● **AIM OF THE EXERCISE**: This exercise calls for every record to be returned exactly, with pictures removed.
[[ RECORDS PROVIDED, beginning ]]
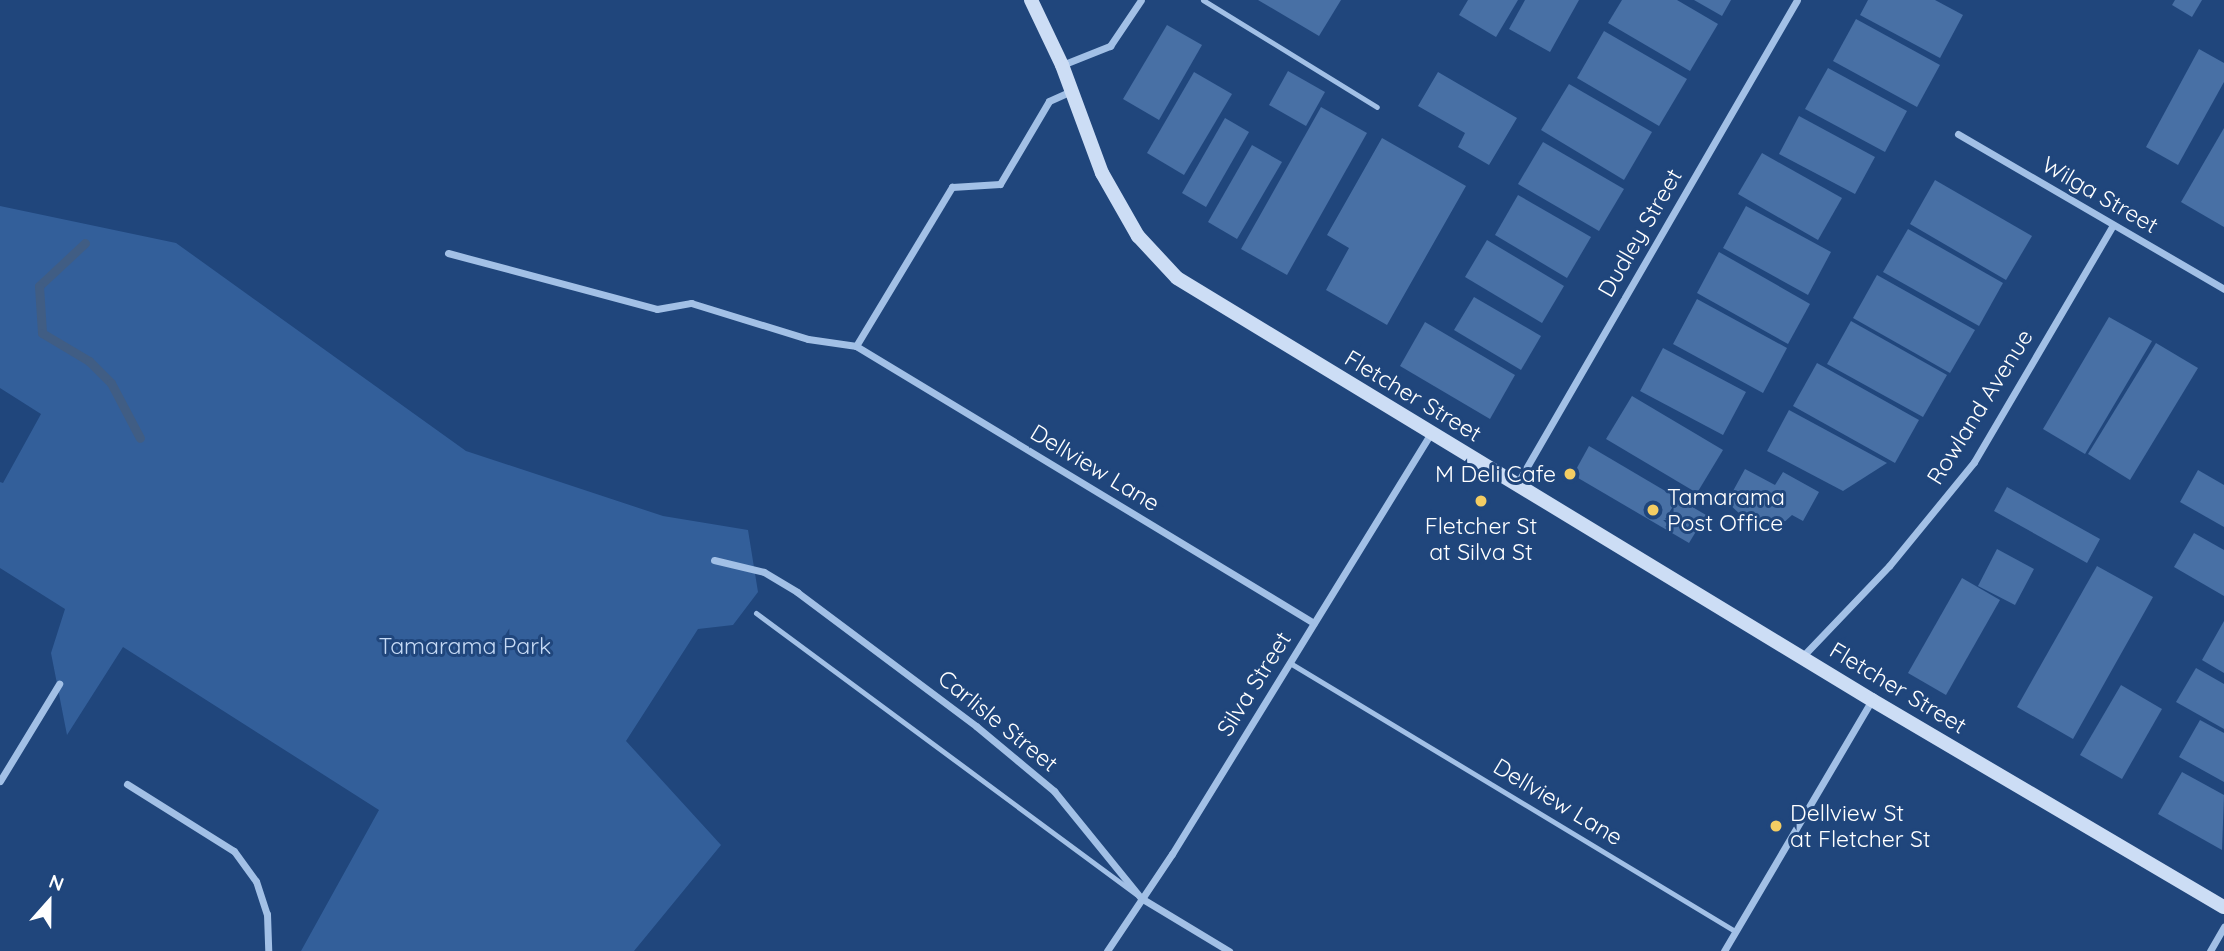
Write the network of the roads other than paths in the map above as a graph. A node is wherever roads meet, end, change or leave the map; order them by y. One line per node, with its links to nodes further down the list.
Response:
1 (1031, 0): 5 (street, Fletcher Street)
2 (1141, 0): 5 (street)
3 (1203, 0): 7 (lane)
4 (1797, 0): 14 (street, Dudley Street)
5 (1062, 65): 6 (street, Fletcher Street)
6 (1069, 92): 12 (street); 13 (street, Fletcher Street)
7 (1377, 107)
8 (1958, 134): 9 (street, Wilga Street)
9 (2113, 225): 11 (street, Wilga Street); 18 (street, Rowland Avenue)
10 (448, 253): 12 (street)
11 (2224, 289)
12 (856, 346): 17 (street, Dellview Lane)
13 (1430, 433): 14 (street, Fletcher Street); 17 (street, Silva Street)
14 (1516, 485): 18 (street, Fletcher Street)
15 (714, 559): 24 (street, Carlisle Street)
16 (756, 613): 24 (lane)
17 (1314, 623): 19 (street, Silva Street)
18 (1802, 657): 21 (street, Fletcher Street)
19 (1290, 663): 24 (street, Silva Street); 27 (lane, Dellview Lane)
20 (59, 684): 22 (street)
21 (1872, 700): 25 (street, Fletcher Street); 27 (street)
22 (0, 781)
23 (127, 784): 28 (street)
24 (1141, 898): 29 (street, Silva Street); 30 (street, Carlisle Street)
25 (2224, 907)
26 (2224, 927): 32 (street)
27 (1735, 931): 31 (street)
28 (268, 951)
29 (1107, 951)
30 (1228, 951)
31 (1724, 951)
32 (2210, 951)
[[ RECORDS PROVIDED, end ]]
● **EXERCISE RESULT**:
Write the network of the roads other than paths in the map above as a graph. A node is wherever roads meet, end, change or leave the map; order them by y. One line per node, with its links to nodes further down the list.
Response:
1 (1031, 0): 5 (street, Fletcher Street)
2 (1141, 0): 5 (street)
3 (1203, 0): 7 (lane)
4 (1797, 0): 14 (street, Dudley Street)
5 (1062, 65): 6 (street, Fletcher Street)
6 (1069, 92): 12 (street); 13 (street, Fletcher Street)
7 (1377, 107)
8 (1958, 134): 9 (street, Wilga Street)
9 (2113, 225): 11 (street, Wilga Street); 18 (street, Rowland Avenue)
10 (448, 253): 12 (street)
11 (2224, 289)
12 (856, 346): 17 (street, Dellview Lane)
13 (1430, 433): 14 (street, Fletcher Street); 17 (street, Silva Street)
14 (1516, 485): 18 (street, Fletcher Street)
15 (714, 559): 24 (street, Carlisle Street)
16 (756, 613): 24 (lane)
17 (1314, 623): 19 (street, Silva Street)
18 (1802, 657): 21 (street, Fletcher Street)
19 (1290, 663): 24 (street, Silva Street); 27 (lane, Dellview Lane)
20 (59, 684): 22 (street)
21 (1872, 700): 25 (street, Fletcher Street); 27 (street)
22 (0, 781)
23 (127, 784): 28 (street)
24 (1141, 898): 29 (street, Silva Street); 30 (street, Carlisle Street)
25 (2224, 907)
26 (2224, 927): 32 (street)
27 (1735, 931): 31 (street)
28 (268, 951)
29 (1107, 951)
30 (1228, 951)
31 (1724, 951)
32 (2210, 951)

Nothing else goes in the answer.